Pruett, of Newberry, used to teach auto body repair at Newberry High School. But when his son, Justin, became a fireworks technician with the national fireworks company Pyrotecnico, Brian would go along to help. “I had a commercial driver’s license, so I started going on trips with him,” said Brian, as he prepared to set off the fireworks after Saturday’s game.
When Brian retired from his teaching job, he got a license from the State Fire Marshal and began setting up shows himself. In addition to the Fireflies games, Brian travels all over South Carolina doing shows, such as Sunday’s Southern 500 NASCAR race at Darlington.
It takes about three or four hours to set up the fireworks. And Pruett gets to enjoy at least a little bit of the event for free. “I like to travel,” he said. “I like to be out and about. And getting into things free is a bonus.”
Sometimes Pruett uses a hand flare to set off the fireworks – “You just walk up and light them.” But most of the time they are set off using electric current. “It’s much safer that way,” he said.
In addition to Fourth of July and New Year’s celebrations and sporting events, Pruett also sets off shows at weddings and private gatherings, often at beautiful locations like Charleston’s Middleton Place plantation. “Sometimes I go with my wife,” Belinda, he said. “And we make it into a little mini-vacation.”
Choir director
Name: Darryl Izzard
Age: 45
Employer: Benedict College
Darryl Izzard grew up in Kershaw County and learned to play the piano as a child by placing his hand on his grandmother’s fingers.
His grandmother, Beola Jones, was director of music at Camden’s Ebenezer AME Zion Church and his grandfather, Ed Jones, was the pastor.
Izzard went to the University of South Carolina on a music scholarship, where he became proficient on five instruments and voice. He then discovered that while classical and jazz music was rewarding, his true calling went to his roots: gospel. “Gospel music is different because it carries a message of hope,” he said.

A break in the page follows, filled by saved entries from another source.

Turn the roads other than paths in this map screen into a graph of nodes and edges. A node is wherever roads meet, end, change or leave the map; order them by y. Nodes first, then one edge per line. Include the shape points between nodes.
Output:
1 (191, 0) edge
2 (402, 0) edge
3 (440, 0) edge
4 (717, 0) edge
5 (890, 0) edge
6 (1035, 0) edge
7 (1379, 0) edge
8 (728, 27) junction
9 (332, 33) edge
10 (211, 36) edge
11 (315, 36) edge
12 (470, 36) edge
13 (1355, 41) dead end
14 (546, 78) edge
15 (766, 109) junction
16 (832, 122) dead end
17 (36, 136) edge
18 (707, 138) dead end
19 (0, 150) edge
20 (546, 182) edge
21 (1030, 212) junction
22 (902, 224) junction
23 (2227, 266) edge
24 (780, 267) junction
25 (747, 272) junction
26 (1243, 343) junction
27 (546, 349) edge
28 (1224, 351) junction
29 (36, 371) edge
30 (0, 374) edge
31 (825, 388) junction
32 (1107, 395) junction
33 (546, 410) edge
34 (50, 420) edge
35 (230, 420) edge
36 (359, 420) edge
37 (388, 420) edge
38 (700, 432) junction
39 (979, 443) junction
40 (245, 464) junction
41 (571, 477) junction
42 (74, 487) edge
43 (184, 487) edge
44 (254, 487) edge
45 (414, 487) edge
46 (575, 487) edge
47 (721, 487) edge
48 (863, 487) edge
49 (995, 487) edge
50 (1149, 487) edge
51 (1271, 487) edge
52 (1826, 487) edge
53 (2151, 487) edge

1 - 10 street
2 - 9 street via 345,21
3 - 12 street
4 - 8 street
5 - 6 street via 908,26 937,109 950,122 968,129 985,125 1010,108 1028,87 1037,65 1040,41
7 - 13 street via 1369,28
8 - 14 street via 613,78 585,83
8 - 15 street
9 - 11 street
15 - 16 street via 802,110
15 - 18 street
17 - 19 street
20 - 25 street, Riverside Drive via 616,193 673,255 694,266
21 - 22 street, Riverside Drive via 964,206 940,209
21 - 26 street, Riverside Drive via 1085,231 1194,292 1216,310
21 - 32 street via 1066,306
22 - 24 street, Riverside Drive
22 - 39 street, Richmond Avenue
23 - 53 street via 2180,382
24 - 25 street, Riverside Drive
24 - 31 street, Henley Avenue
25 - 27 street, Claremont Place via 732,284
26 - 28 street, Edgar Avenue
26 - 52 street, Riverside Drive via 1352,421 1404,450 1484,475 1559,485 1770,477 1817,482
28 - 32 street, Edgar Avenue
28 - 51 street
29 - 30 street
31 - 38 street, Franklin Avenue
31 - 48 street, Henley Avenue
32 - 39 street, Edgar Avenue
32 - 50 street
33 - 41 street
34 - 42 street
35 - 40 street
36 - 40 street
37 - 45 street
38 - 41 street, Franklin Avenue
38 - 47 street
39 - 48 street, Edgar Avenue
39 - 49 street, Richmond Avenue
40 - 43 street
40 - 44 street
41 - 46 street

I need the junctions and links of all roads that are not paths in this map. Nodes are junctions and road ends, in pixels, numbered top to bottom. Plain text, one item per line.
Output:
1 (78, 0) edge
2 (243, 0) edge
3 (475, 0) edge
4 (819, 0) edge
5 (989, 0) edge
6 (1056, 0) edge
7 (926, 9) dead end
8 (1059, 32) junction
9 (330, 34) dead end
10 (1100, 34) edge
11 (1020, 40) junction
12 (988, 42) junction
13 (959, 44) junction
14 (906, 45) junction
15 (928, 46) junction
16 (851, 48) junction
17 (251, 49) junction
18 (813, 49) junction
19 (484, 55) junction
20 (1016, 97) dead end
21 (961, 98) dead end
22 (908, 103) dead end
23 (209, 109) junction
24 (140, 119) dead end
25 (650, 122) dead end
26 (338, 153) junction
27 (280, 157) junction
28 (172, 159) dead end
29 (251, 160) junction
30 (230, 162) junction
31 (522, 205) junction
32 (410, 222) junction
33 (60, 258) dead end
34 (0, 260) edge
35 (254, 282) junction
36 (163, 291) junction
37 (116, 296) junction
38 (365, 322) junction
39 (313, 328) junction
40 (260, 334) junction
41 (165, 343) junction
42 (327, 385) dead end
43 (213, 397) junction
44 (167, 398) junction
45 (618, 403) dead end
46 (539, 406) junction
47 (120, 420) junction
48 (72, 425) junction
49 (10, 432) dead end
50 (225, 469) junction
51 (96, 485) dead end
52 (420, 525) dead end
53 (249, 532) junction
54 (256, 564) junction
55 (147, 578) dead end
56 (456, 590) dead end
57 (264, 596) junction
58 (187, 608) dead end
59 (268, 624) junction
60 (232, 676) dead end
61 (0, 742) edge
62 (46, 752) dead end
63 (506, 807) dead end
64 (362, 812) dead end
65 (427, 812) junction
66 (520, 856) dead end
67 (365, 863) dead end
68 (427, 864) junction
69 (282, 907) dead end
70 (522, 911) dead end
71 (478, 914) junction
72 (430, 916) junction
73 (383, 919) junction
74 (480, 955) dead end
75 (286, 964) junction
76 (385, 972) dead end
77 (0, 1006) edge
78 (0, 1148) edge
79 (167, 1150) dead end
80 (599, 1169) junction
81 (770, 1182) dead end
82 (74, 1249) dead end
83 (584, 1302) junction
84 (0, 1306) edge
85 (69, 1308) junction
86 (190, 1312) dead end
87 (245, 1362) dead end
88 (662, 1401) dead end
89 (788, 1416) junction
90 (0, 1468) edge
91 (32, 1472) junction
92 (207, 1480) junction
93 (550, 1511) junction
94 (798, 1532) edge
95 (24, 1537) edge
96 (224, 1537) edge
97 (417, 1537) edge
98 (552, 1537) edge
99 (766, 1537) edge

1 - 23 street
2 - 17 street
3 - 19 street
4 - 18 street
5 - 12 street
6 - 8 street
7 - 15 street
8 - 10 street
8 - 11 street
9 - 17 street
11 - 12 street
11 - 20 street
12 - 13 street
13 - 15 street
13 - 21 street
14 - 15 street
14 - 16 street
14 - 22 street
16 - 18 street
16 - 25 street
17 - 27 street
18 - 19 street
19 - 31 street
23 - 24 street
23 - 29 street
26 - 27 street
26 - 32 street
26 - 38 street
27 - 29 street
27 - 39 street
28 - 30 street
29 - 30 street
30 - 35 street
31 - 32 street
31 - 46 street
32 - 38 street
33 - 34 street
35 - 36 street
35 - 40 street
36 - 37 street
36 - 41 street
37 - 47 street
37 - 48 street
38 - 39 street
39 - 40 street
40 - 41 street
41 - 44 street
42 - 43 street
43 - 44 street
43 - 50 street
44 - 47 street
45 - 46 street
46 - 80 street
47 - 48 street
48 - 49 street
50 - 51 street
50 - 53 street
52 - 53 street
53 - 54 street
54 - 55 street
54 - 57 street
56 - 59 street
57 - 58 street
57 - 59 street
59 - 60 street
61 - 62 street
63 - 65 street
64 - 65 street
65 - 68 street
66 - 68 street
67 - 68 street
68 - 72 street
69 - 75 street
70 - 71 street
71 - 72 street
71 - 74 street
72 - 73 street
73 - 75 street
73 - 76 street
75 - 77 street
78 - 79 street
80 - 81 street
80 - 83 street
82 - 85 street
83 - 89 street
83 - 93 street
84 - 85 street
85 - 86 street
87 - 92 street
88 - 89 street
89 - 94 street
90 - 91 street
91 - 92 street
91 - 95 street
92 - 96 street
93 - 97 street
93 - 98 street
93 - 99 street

Izzard later transferred to Benedict College “because they had a heckuva gospel choir.” Today, Izzard is director of that choir, which has won best collegiate gospel choir nationally for 13 of the past 15 years. He credits that achievement to the choir members, and a deep foundation in faith.
“To have a championship choir you have to have champions in the choir,” he said.
Izzard said he has the best job in Columbia “because I get to make a difference every day.
“I used to worry about making a living,” he said. “But my grandmother said ‘do what you love and the money will follow.’ That’s true. Today, I feel like I’m getting paid for eating ice cream. I learn as much as I teach, and it grows me.”